BEGIN EXERCISE DATA

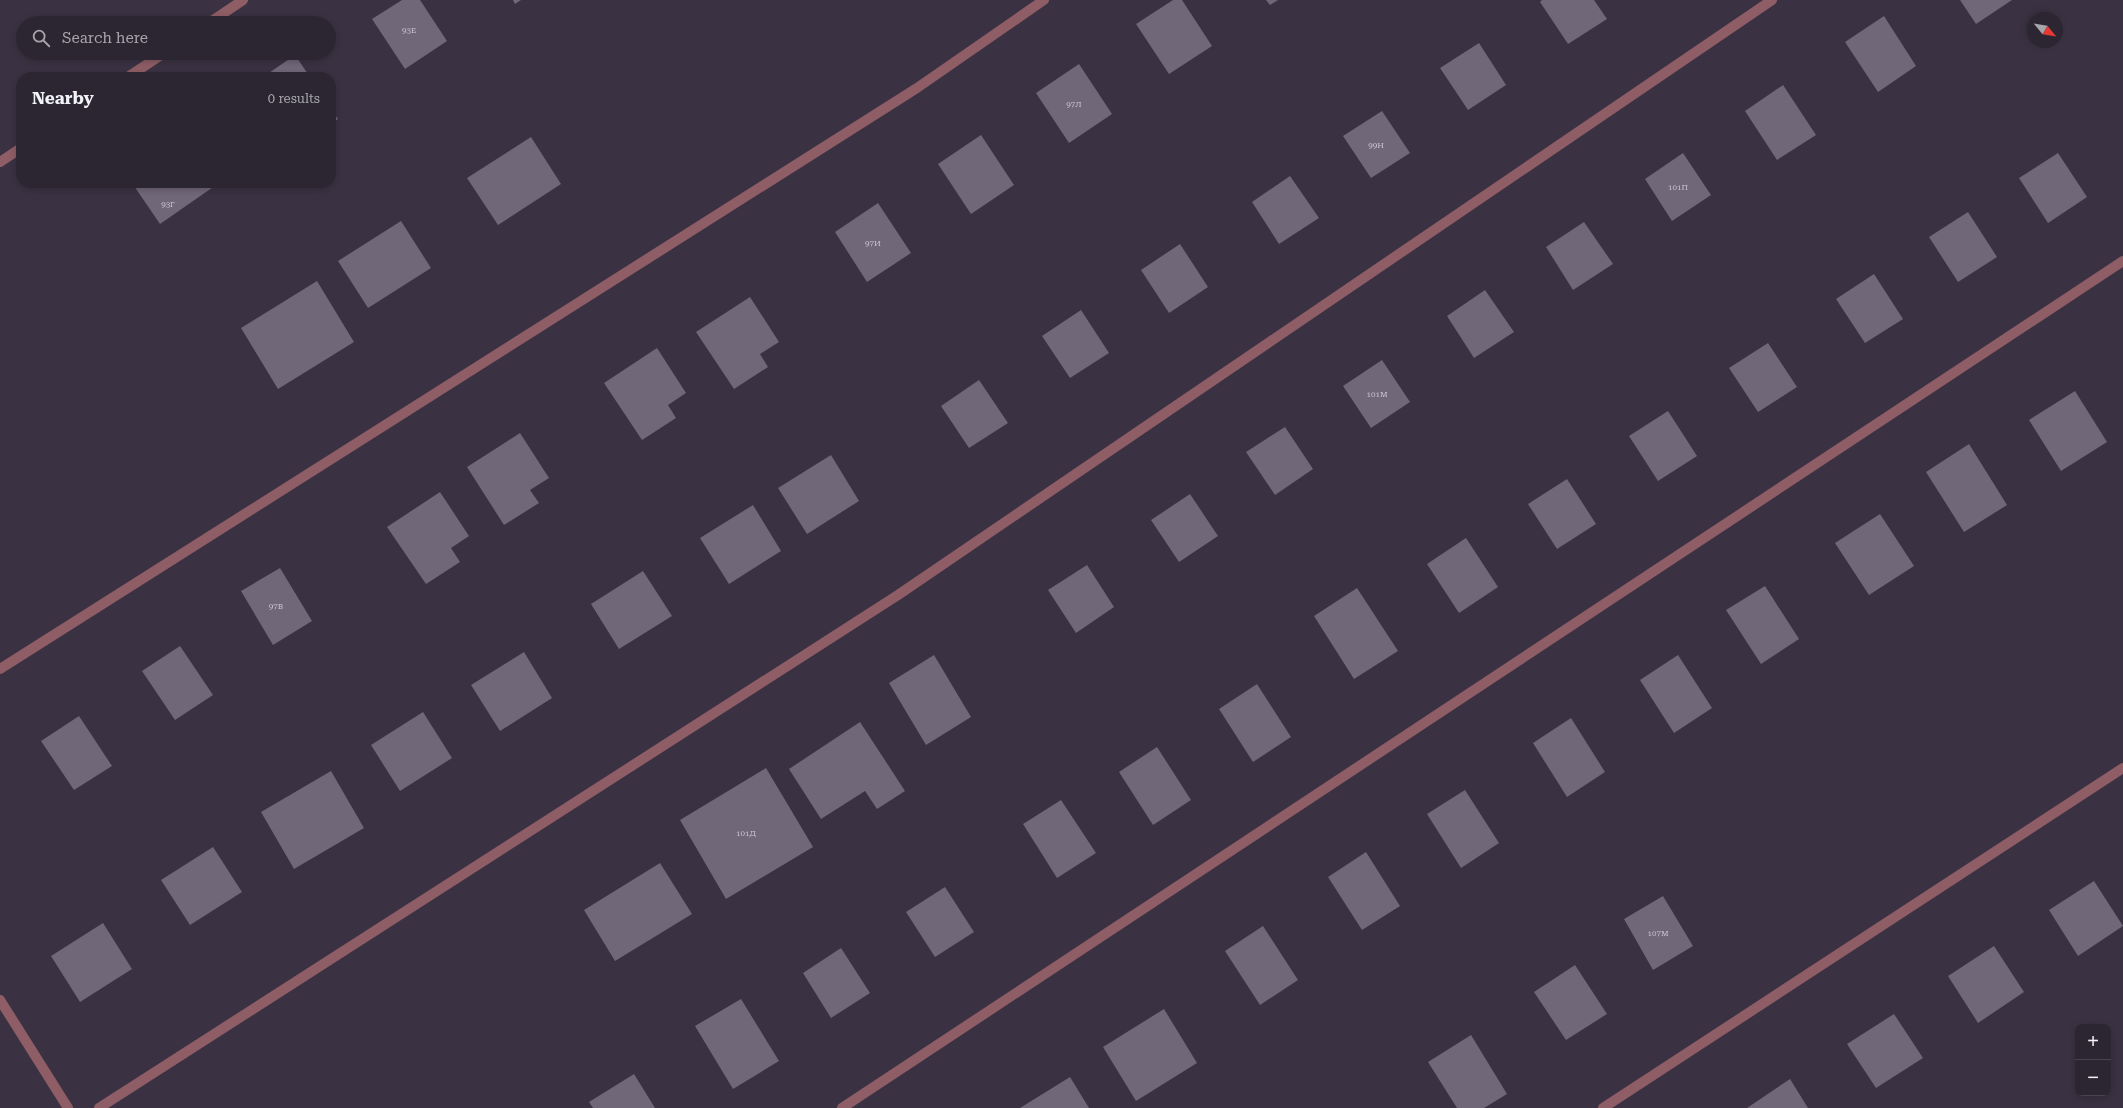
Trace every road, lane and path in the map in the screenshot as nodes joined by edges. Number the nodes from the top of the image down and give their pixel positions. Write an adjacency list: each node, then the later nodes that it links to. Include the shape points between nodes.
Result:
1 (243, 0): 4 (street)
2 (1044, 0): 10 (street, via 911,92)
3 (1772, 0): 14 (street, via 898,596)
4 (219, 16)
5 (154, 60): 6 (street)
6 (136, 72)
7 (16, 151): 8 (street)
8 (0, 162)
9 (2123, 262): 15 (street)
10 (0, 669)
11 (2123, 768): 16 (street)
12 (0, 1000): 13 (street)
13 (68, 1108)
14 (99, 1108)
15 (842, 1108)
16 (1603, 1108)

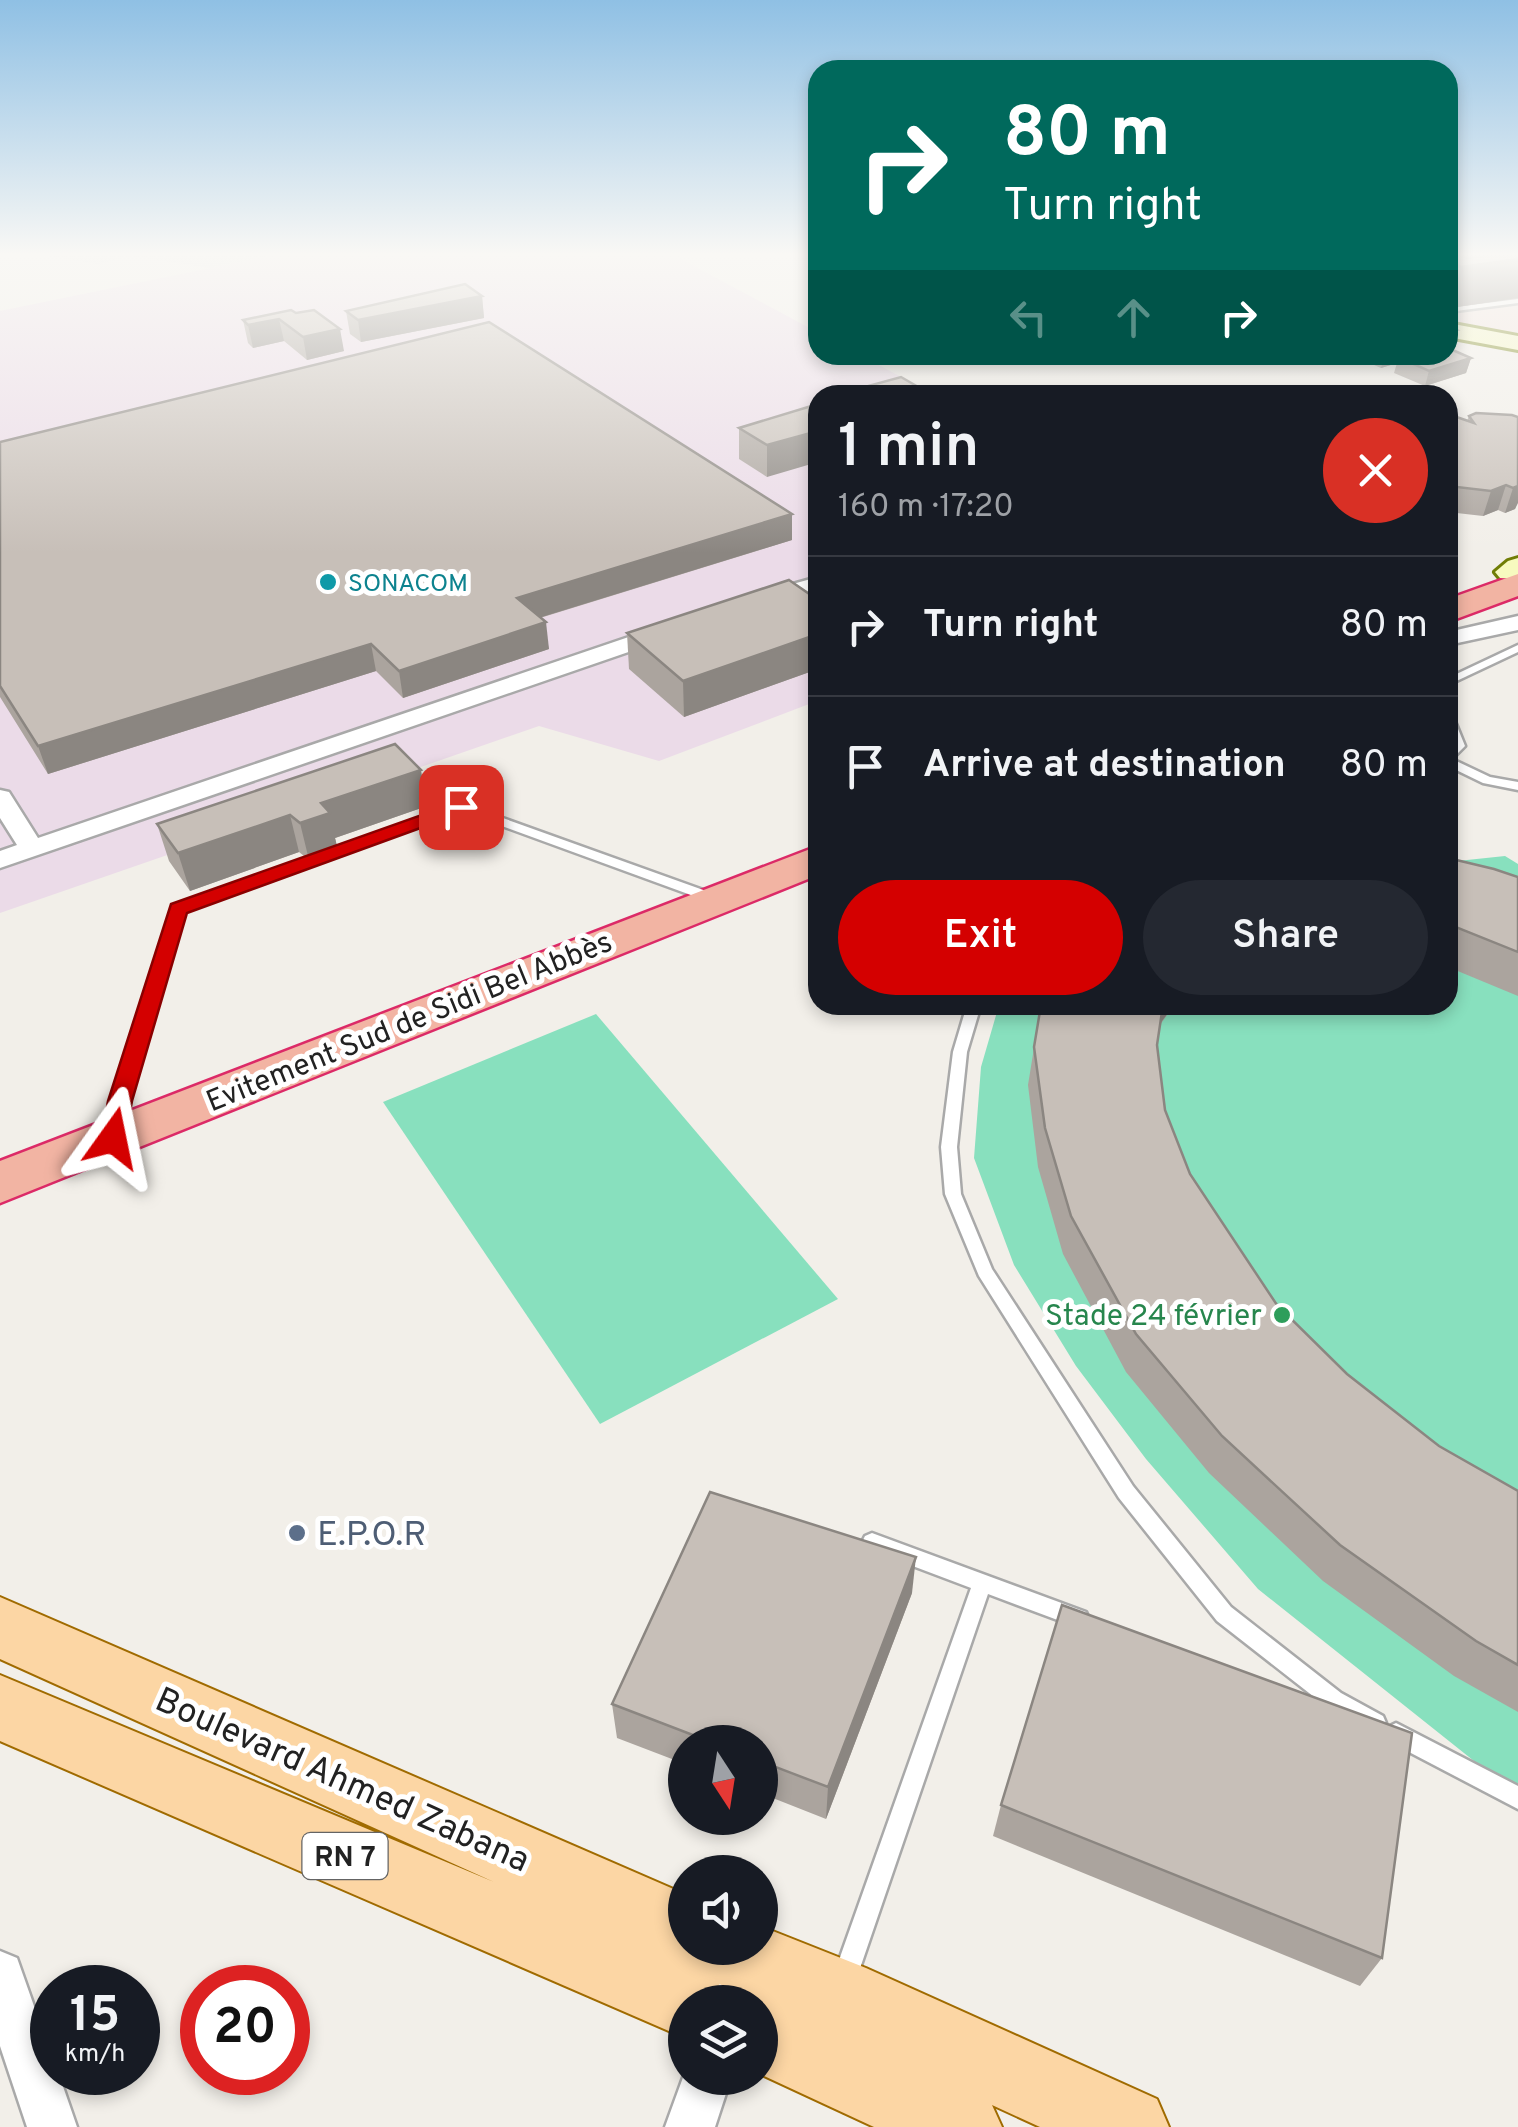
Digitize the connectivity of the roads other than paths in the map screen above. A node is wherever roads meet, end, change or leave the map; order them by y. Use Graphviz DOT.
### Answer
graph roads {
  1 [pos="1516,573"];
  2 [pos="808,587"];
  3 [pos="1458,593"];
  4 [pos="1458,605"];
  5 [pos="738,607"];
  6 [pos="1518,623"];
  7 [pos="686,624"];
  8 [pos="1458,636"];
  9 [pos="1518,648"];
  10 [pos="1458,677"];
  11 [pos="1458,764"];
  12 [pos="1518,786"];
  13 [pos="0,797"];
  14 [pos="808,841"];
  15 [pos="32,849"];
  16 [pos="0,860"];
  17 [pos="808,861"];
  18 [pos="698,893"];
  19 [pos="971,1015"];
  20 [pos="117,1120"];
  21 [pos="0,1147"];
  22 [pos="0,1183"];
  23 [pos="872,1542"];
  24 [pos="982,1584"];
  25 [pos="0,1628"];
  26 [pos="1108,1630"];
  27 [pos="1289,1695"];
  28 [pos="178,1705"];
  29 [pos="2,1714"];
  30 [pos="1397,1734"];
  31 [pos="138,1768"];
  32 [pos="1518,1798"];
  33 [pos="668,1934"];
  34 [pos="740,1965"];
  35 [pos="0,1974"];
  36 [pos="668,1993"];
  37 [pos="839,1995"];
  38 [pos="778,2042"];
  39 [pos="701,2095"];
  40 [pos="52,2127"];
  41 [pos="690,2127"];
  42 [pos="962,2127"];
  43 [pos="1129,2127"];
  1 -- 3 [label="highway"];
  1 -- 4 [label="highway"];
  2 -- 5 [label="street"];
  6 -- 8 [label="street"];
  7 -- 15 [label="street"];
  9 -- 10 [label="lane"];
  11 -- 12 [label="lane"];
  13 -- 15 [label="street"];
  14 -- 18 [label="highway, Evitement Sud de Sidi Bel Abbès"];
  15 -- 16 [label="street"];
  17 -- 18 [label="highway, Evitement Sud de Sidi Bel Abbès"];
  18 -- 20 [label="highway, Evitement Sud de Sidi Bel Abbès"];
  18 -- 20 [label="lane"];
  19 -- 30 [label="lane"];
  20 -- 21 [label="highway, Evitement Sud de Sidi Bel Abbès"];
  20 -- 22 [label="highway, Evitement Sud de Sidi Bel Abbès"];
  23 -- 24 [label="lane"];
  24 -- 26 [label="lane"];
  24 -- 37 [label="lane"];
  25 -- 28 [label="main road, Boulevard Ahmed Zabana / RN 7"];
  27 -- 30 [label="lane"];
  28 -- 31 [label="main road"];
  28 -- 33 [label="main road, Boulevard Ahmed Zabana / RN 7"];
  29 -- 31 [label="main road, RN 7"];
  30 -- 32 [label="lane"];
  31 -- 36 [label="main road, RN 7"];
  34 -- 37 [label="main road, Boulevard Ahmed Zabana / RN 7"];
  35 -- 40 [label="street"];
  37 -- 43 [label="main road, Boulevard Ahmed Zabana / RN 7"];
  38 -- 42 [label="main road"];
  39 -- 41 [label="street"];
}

END EXERCISE DATA

* _WHAT IS EXPECTED_
Each entry above must be printed exactly, apart from its pictures.

* _RESULT FOR THIS TASK_
Trace every road, lane and path in the map in the screenshot as nodes joined by edges. Number the nodes from the top of the image down and give their pixel positions. Write an adjacency list: each node, then the later nodes that it links to. Include the shape points between nodes.
Result:
1 (243, 0): 4 (street)
2 (1044, 0): 10 (street, via 911,92)
3 (1772, 0): 14 (street, via 898,596)
4 (219, 16)
5 (154, 60): 6 (street)
6 (136, 72)
7 (16, 151): 8 (street)
8 (0, 162)
9 (2123, 262): 15 (street)
10 (0, 669)
11 (2123, 768): 16 (street)
12 (0, 1000): 13 (street)
13 (68, 1108)
14 (99, 1108)
15 (842, 1108)
16 (1603, 1108)

Digitize the connectivity of the roads other than paths in the map screen above. A node is wherever roads meet, end, change or leave the map; order them by y. Use Graphviz DOT.
### Answer
graph roads {
  1 [pos="1516,573"];
  2 [pos="808,587"];
  3 [pos="1458,593"];
  4 [pos="1458,605"];
  5 [pos="738,607"];
  6 [pos="1518,623"];
  7 [pos="686,624"];
  8 [pos="1458,636"];
  9 [pos="1518,648"];
  10 [pos="1458,677"];
  11 [pos="1458,764"];
  12 [pos="1518,786"];
  13 [pos="0,797"];
  14 [pos="808,841"];
  15 [pos="32,849"];
  16 [pos="0,860"];
  17 [pos="808,861"];
  18 [pos="698,893"];
  19 [pos="971,1015"];
  20 [pos="117,1120"];
  21 [pos="0,1147"];
  22 [pos="0,1183"];
  23 [pos="872,1542"];
  24 [pos="982,1584"];
  25 [pos="0,1628"];
  26 [pos="1108,1630"];
  27 [pos="1289,1695"];
  28 [pos="178,1705"];
  29 [pos="2,1714"];
  30 [pos="1397,1734"];
  31 [pos="138,1768"];
  32 [pos="1518,1798"];
  33 [pos="668,1934"];
  34 [pos="740,1965"];
  35 [pos="0,1974"];
  36 [pos="668,1993"];
  37 [pos="839,1995"];
  38 [pos="778,2042"];
  39 [pos="701,2095"];
  40 [pos="52,2127"];
  41 [pos="690,2127"];
  42 [pos="962,2127"];
  43 [pos="1129,2127"];
  1 -- 3 [label="highway"];
  1 -- 4 [label="highway"];
  2 -- 5 [label="street"];
  6 -- 8 [label="street"];
  7 -- 15 [label="street"];
  9 -- 10 [label="lane"];
  11 -- 12 [label="lane"];
  13 -- 15 [label="street"];
  14 -- 18 [label="highway, Evitement Sud de Sidi Bel Abbès"];
  15 -- 16 [label="street"];
  17 -- 18 [label="highway, Evitement Sud de Sidi Bel Abbès"];
  18 -- 20 [label="highway, Evitement Sud de Sidi Bel Abbès"];
  18 -- 20 [label="lane"];
  19 -- 30 [label="lane"];
  20 -- 21 [label="highway, Evitement Sud de Sidi Bel Abbès"];
  20 -- 22 [label="highway, Evitement Sud de Sidi Bel Abbès"];
  23 -- 24 [label="lane"];
  24 -- 26 [label="lane"];
  24 -- 37 [label="lane"];
  25 -- 28 [label="main road, Boulevard Ahmed Zabana / RN 7"];
  27 -- 30 [label="lane"];
  28 -- 31 [label="main road"];
  28 -- 33 [label="main road, Boulevard Ahmed Zabana / RN 7"];
  29 -- 31 [label="main road, RN 7"];
  30 -- 32 [label="lane"];
  31 -- 36 [label="main road, RN 7"];
  34 -- 37 [label="main road, Boulevard Ahmed Zabana / RN 7"];
  35 -- 40 [label="street"];
  37 -- 43 [label="main road, Boulevard Ahmed Zabana / RN 7"];
  38 -- 42 [label="main road"];
  39 -- 41 [label="street"];
}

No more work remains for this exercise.